Would this accomplished by loading a Unicode Japanese code page font file
On Nov 8, 2013 3:59 PM, "Rugxulo" <rugx...@gmail.com> wrote:
> On Fri, Nov 8, 2013 at 12:46 AM, sparky4 insano
> <sparky4444444444...@gmail.com> wrote:
> > Will there ever be any official support for the Japanese language in
> > FreeDOS?
> At risk of stating the obvious, FreeDOS is free to modify, but support
> can only improve if someone decides to volunteer to do it. Presumably
> that would have to be a semi-fluent Japanese speaker with either a
> software background or else heavy sympathy for DOS. Until (or if ever)
> that happens, you're stuck with making do with what already exists (or
> doing without, I guess).
> I don't personally know enough (and literally nothing about .jp) to
> volunteer much for that, so all I can do is search around. While not
> all Americans are monolingual, the majority (like me) seem to be, due
> to lacking any direct reason to be otherwise. Nevertheless, I do have
> some (very small) curiosity and interest in other languages, so it's
> not like I'm totally content to say or do nothing.
> So you want to edit Japanese text? Dunno, can't try myself, but can
> you try one of the following DOS software and report back? GNU Emacs
> (23.3) or Mined (2013.23) or Blocek (1.4)
> The first two are text mode only but have their own input methods for
> other languages. This means you can edit anything, but it won't
> directly represent 1:1 on the screen what you're reading or typing.
> Blocek is graphical for UTF-8 and requires a mouse (but I think it
> relies on KEYB supporting your language input), but I dunno how full
> the fonts are for your needs.
> Text mode is usually limited in hardware to 256 glyphs (although 512
> is allegedly possible, but I don't know of any specific programs using
> it). A quick search implies that FreeDOS doesn't support DBCS (which
> other DOSes do??). Dunno what that even means in concrete terms.
> I'm assuming you know more about the Japanese language than I do! :-)
> A quick search on Wikipedia shows three major writing styles (kanji,
> hiragana, katakana), not counting romaji ("romanization of Japanese").

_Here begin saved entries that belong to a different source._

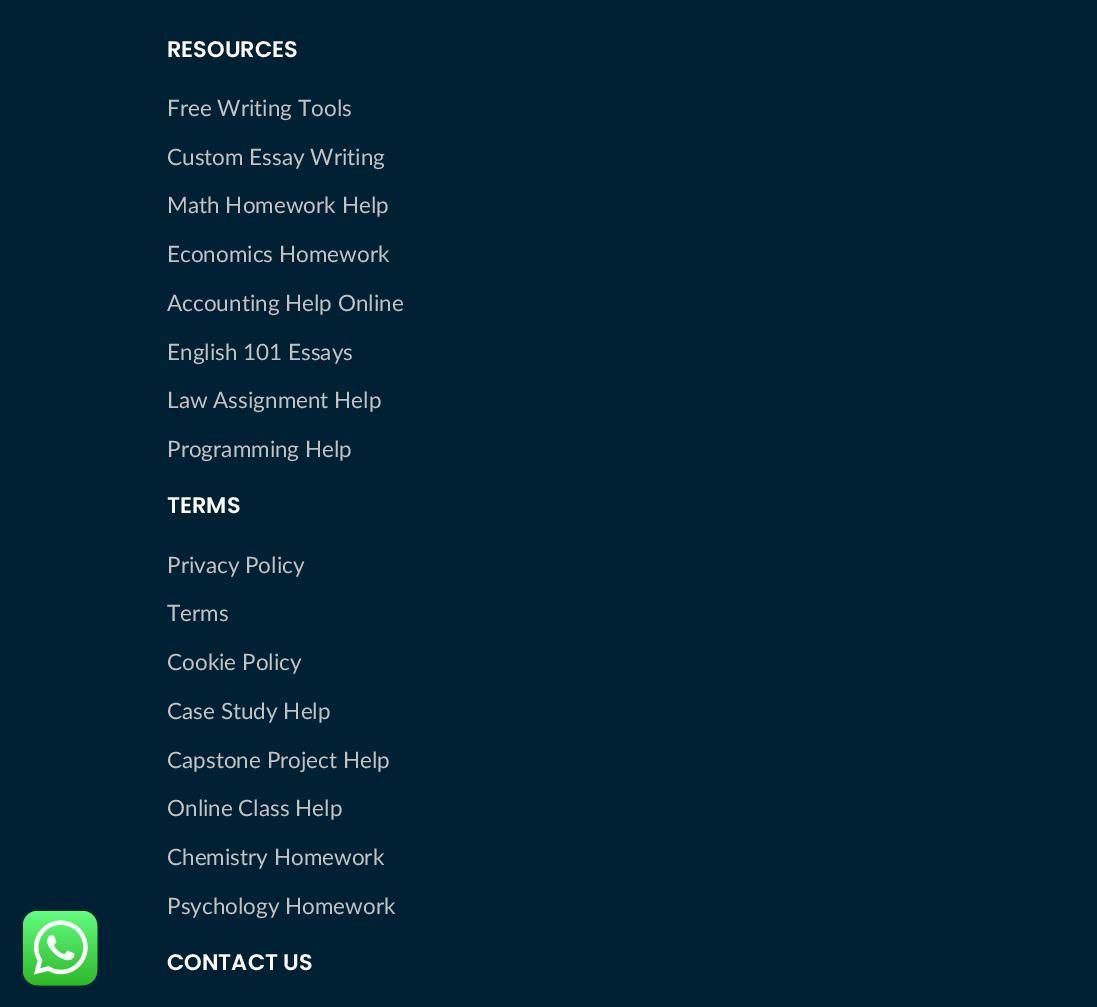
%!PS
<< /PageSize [1097 1007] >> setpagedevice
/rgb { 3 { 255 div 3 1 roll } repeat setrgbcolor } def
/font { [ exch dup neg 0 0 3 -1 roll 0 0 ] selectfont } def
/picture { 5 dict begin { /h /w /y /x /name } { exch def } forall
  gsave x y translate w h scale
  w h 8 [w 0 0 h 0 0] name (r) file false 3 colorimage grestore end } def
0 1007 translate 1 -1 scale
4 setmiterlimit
0 32 52 rgb
0 0 1097 1007 rectfill
(img/1.rgb) 23 911 75 75 picture
/Poppins-SemiBold 22.5 font
255 255 255 rgb
167 57 moveto (RESOURCES) show
/Lato-Regular 22.5 font
195 195 195 rgb
[
  [(Free Writing Tools) 167 116]
  [(Custom Essay Writing) 167 165]
  [(Math Homework Help) 167 213]
  [(Economics Homework) 167 262]
  [(Accounting Help Online) 167 311]
  [(English 101 Essays) 167 360]
  [(Law Assignment Help) 167 408]
  [(Programming Help) 167 457]
] { aload pop moveto show } forall
/Poppins-SemiBold 22.5 font
255 255 255 rgb
167 513 moveto (TERMS) show
/Lato-Regular 22.5 font
195 195 195 rgb
[
  [(Privacy Policy) 167 573]
  [(Terms) 167 621]
  [(Cookie Policy) 167 670]
  [(Case Study Help) 167 719]
  [(Capstone Project Help) 167 768]
  [(Online Class Help) 167 816]
  [(Chemistry Homework) 167 865]
  [(Psychology Homework) 167 914]
] { aload pop moveto show } forall
/Poppins-SemiBold 22.5 font
255 255 255 rgb
167 970 moveto (CONTACT US) show
showpage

> FD KEYB does support Japanese, apparently, in KEYBOARD.SYS (see
> KPDOS31S.ZIP's jp106.txt and jp.key), but it's for cp932, which AFAIK
> doesn't exist for FreeDOS proper. Though DOSLFN also has a
> cp932uni.tbl translation file.
> But even the relevant 8-bit (256) chars mentioned there only seem to
> be the standard 7-bit ASCII and only some upper 8-bit chars from
> katakana, which sounds somewhat limiting:
> "In contrast to the hiragana syllabary, which is used for those
> Japanese language words and grammatical inflections which kanji does
> not cover, the katakana syllabary is primarily used for transcription
> of foreign language words into Japanese and the writing of loan words
> (collectively gairaigo). It is also used for emphasis, to represent
> onomatopoeia, and to write certain Japanese language words, such as
> technical and scientific terms, and the names of plants, animals, and
> minerals. Names of Japanese companies are also often written in
> katakana rather than the other systems."

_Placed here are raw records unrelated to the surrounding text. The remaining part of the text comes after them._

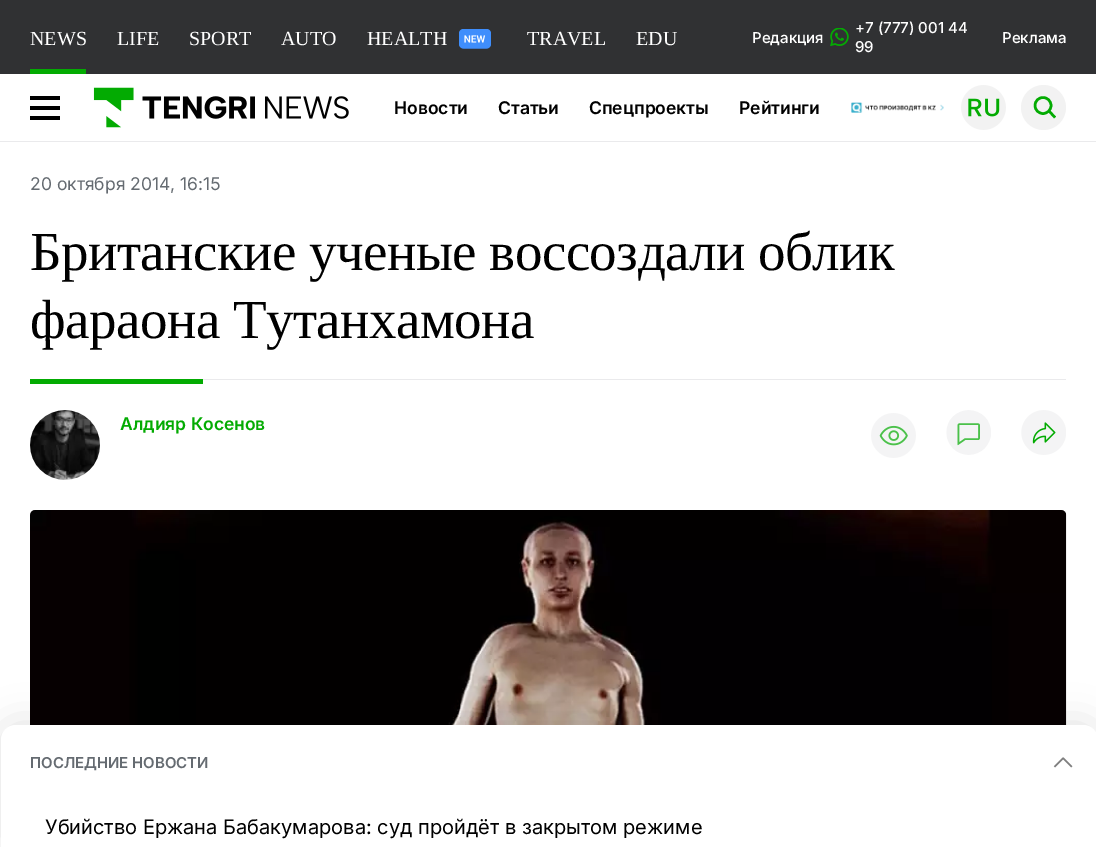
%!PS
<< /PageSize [1096 847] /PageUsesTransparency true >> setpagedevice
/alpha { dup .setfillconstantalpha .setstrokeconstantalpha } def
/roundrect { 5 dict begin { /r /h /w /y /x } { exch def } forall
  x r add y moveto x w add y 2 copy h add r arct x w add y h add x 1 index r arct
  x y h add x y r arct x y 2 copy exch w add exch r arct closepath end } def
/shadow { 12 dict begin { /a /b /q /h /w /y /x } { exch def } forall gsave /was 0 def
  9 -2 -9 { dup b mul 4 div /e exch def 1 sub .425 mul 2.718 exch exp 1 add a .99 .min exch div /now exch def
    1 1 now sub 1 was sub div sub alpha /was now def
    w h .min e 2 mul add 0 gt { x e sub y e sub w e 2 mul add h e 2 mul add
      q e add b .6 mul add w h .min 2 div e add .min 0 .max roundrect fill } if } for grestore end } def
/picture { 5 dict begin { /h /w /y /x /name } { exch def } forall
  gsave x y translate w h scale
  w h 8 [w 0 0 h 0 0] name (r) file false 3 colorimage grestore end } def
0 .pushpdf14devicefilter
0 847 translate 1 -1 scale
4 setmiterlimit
0.188 0.192 0.2 setrgbcolor
0 0 1096 847 rectfill
0.012 0.671 0.008 setrgbcolor
30 69 56 5 rectfill
/LiberationSerif-Regular [20 0 0 -20 0 0] selectfont
1 setgray
30 45 moveto (NEWS) show
117 45 moveto (LIFE) show
189 45 moveto (SPORT) show
281 45 moveto (AUTO) show
367 45 moveto (HEALTH) show
(img1.rgb) 459 29 32 20 picture
527 45 moveto (TRAVEL) show
636 45 moveto (EDU) show
/Inter-Medium [15 0 0 -15 0 0] selectfont
752 43 moveto (Редакция) show
(img2.rgb) 830 28 19 18 picture
855 33 moveto (+7 \(777\) 001 44) show
855 52 moveto (99) show
1002 43 moveto (Реклама) show
0 74 1096 773 rectfill
0.918 0.918 0.925 setrgbcolor
0 141 1096 1 rectfill
0 setgray
30 96 30 4 rectfill
30 106 30 4 rectfill
30 116 30 4 rectfill
(img3.rgb) 93 87 256 41 picture
/Inter-SemiBold [17.5 0 0 -17.5 0 0] selectfont
394 114 moveto (Новости) show
498 114 moveto (Статьи) show
589 114 moveto (Спецпроекты) show
739 114 moveto (Рейтинги) show
(img4.rgb) 851 102 93 11 picture
(img5.rgb) 961 85 45 45 picture
0.949 setgray
newpath 1043.5 107.5 22.5 0 360 arc closepath fill
0.012 0.671 0.008 setrgbcolor
2.5 setlinewidth
newpath 1043 105.5 8 0 360 arc closepath stroke
newpath 1049 111 moveto 1055 117.5 lineto stroke
/Inter-Regular [17.5 0 0 -17.5 0 0] selectfont
0.396 0.42 0.443 setrgbcolor
30 190 moveto (20 октября 2014, 16:15) show
0.918 0.918 0.925 setrgbcolor
203 379 863 1 rectfill
/LiberationSerif-Regular [55 0 0 -55 0 0] selectfont
0 setgray
30 270 moveto -0.55 0 (Британские ученые воссоздали облик) ashow
30 338 moveto -0.55 0 (фараона Тутанхамона) ashow
0.012 0.671 0.008 setrgbcolor
30 379 173 5 rectfill
(img6.rgb) 30 410 70 70 picture
/Inter-SemiBold [17.5 0 0 -17.5 0 0] selectfont
120 430 moveto (Алдияр Косенов) show
(img7.rgb) 871 413 45 45 picture
(img8.rgb) 946 410 45 45 picture
(img9.rgb) 1021 410 45 45 picture
(img10.rgb) 30 510 1037 215 picture
0 setgray
1 725 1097 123 15 19 0.12 shadow
1 setgray
newpath 16 725 moveto 1083 725 lineto 1091.5 725 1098 731.5 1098 740 curveto 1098 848 lineto 1 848 lineto 1 740 lineto 1 731.5 7.5 725 16 725 curveto closepath fill
/Inter-SemiBold [15 0 0 -15 0 0] selectfont
0.396 0.42 0.443 setrgbcolor
30 768 moveto (ПОСЛЕДНИЕ НОВОСТИ) show
(img11.rgb) 1053 757 20 11 picture
/Inter-Regular [20 0 0 -20 0 0] selectfont
0 setgray
45 834 moveto (Убийство Ержана Бабакумарова: суд пройдёт в закрытом режиме) show
.poppdf14devicefilter showpage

> Apparently there are various Romaji methods, and one in particular
> seems to be Kunrei-shiki, standardized in ISO 3602, although Wikipedia
> seems to imply that modified Hepburn is used more frequently.
> "All Japanese who have attended elementary school since World War II
> have been taught to read and write romanized Japanese. Therefore,
> almost all Japanese are able to read and write Japanese using rōmaji,
> although it is extremely rare in Japan to use this method to write
> Japanese, and most Japanese are more comfortable reading kanji/kana."
> So a copout (from a FreeDOS perspective) would be to say, "Just use
> romaji". But from what I can tell, the kana (hiragana, katakana)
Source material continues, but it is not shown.